The President’s order exempted six coal-fired EGUs in western Pennsylvania from the 2024 MATS Rule for a period of two years, presumably beginning when the Rule goes into effect in July 2027:  


  • Colver Power Plant in Cambria County; 

  • Ebensburg Power Plant in Cambria County; 

  • Scrubgrass Power Plant in Venango County; 

  • Seward Power Plant in Indiana County (those four electric generating units burn waste coal); 

  • Keystone Generating Station in Armstrong County; and 

  • Conemaugh Generating Station in Indiana County (the operators of Keystone and Conemaugh have announced that they plan to shut the plants down by the end of 2028, at the latest, in order to avoid having to comply with rules governing coal-fired EGUs’ wastewater discharges).


It seems clear that the exemptions do not satisfy section 112(i)(4)’s requirements. Let us count the ways:


First, the exemption was made on an industry-wide basis, not a source-by-source basis as section 112(i)(4) plainly requires.  


Second, because of the lack of source-by-source determinations, it is impossible to know how the control technology needed to comply with the 2024 MATS Rule might not be “available” to a particular source – if the “vast majority” of coal-fired EGUs are already meeting the new filterable particulate matter emission limit, why (if at all) can’t the six western Pennsylvania electric generating units?  


Third (and similarly), it is also impossible to determine how the continued operation of a particular electric generating unit might be claimed to be in the interest of national security – larger coal-fired electric generating units in our region than the six exempted (including the Bruce Mansfield plant and Homer City Station) without anyone claiming that those shutdowns adversely impacted national security.  

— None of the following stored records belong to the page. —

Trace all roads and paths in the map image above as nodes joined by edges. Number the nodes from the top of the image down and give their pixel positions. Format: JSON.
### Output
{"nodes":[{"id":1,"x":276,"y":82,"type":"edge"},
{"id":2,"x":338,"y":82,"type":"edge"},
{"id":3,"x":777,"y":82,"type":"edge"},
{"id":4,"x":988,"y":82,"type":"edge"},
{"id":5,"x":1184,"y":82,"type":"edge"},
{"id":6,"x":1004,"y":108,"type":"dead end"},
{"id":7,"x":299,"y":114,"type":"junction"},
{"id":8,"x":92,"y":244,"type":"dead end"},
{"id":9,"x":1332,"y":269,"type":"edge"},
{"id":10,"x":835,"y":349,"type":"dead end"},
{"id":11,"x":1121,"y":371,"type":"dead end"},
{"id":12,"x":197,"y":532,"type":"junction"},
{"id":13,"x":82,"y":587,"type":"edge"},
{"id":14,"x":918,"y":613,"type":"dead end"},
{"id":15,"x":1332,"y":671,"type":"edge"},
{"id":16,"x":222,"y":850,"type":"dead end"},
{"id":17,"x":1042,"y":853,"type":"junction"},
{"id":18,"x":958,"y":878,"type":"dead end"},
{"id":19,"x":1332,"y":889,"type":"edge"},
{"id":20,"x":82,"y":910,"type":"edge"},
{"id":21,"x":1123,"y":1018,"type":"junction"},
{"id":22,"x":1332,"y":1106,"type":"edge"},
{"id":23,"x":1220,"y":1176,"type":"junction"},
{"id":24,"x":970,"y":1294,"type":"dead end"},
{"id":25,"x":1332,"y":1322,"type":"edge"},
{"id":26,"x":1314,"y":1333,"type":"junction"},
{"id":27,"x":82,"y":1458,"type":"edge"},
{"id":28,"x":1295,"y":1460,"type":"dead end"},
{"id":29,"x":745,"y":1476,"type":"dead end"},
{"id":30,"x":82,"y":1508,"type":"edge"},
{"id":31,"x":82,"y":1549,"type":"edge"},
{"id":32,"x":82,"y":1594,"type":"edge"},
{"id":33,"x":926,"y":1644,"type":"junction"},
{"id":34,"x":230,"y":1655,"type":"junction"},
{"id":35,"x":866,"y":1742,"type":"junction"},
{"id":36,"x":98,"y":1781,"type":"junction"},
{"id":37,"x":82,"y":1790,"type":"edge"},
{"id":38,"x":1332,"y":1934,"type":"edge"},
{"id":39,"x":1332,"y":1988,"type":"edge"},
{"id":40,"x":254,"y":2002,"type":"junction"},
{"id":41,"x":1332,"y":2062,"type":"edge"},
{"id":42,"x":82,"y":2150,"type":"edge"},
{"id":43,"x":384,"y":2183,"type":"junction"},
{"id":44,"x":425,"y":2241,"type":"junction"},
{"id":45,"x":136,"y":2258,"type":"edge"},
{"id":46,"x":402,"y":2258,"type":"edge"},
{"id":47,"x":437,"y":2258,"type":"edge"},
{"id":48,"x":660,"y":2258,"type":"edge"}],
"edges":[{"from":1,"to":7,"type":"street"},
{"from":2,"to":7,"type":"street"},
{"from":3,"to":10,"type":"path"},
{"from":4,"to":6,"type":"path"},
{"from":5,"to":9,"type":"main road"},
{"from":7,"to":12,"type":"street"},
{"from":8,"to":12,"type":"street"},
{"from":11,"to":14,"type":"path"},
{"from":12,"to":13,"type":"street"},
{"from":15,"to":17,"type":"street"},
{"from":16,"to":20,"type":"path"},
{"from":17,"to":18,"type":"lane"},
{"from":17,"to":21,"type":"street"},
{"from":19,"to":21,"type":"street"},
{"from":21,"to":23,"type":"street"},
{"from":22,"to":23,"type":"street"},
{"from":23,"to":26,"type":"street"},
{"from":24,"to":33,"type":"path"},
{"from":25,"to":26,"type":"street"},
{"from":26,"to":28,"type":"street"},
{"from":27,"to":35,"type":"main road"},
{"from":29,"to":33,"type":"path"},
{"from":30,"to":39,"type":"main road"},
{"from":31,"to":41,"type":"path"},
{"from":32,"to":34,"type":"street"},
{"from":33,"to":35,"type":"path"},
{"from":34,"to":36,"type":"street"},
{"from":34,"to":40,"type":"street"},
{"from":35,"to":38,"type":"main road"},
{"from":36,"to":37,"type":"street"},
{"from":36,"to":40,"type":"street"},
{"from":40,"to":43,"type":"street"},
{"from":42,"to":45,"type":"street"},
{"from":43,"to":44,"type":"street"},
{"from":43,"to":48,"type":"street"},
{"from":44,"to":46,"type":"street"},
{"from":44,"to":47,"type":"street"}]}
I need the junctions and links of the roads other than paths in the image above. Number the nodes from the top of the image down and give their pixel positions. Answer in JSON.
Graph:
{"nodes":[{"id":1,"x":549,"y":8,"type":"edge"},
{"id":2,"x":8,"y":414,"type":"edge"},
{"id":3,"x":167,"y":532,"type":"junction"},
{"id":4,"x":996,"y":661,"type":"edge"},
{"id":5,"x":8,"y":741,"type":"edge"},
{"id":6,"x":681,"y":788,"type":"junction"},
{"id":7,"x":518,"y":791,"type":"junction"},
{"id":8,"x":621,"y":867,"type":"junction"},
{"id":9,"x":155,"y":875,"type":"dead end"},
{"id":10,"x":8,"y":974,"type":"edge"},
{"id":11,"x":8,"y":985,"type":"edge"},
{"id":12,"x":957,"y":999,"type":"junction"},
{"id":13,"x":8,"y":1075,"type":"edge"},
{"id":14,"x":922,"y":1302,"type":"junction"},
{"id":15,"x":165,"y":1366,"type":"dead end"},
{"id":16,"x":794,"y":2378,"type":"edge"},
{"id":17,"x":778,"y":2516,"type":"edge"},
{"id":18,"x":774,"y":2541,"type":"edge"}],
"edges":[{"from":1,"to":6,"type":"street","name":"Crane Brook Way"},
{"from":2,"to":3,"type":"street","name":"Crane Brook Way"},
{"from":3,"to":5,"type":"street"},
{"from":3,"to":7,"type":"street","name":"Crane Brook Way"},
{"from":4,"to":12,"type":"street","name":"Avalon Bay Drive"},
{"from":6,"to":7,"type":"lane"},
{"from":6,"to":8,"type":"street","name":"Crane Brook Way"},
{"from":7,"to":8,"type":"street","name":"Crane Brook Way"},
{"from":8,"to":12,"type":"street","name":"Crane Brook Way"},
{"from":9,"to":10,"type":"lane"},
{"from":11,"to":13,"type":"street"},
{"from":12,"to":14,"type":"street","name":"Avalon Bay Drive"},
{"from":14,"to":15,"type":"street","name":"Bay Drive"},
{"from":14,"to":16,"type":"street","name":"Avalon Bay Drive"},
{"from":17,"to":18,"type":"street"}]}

“The justifications made in the President’s Executive Order are completely conclusory. It would not come as a surprise if the exemptions were challenged in court on any one or more of these bases,” said GASP Senior Attorney John Baillie.


Because the exemptions given to coal-fired EGUs seem to be the first exemptions ever made by a President under section 112(i)(4), this is unprecedented stuff. We will continue to follow developments with the administration’s use of section 112(i)(4) and report on them.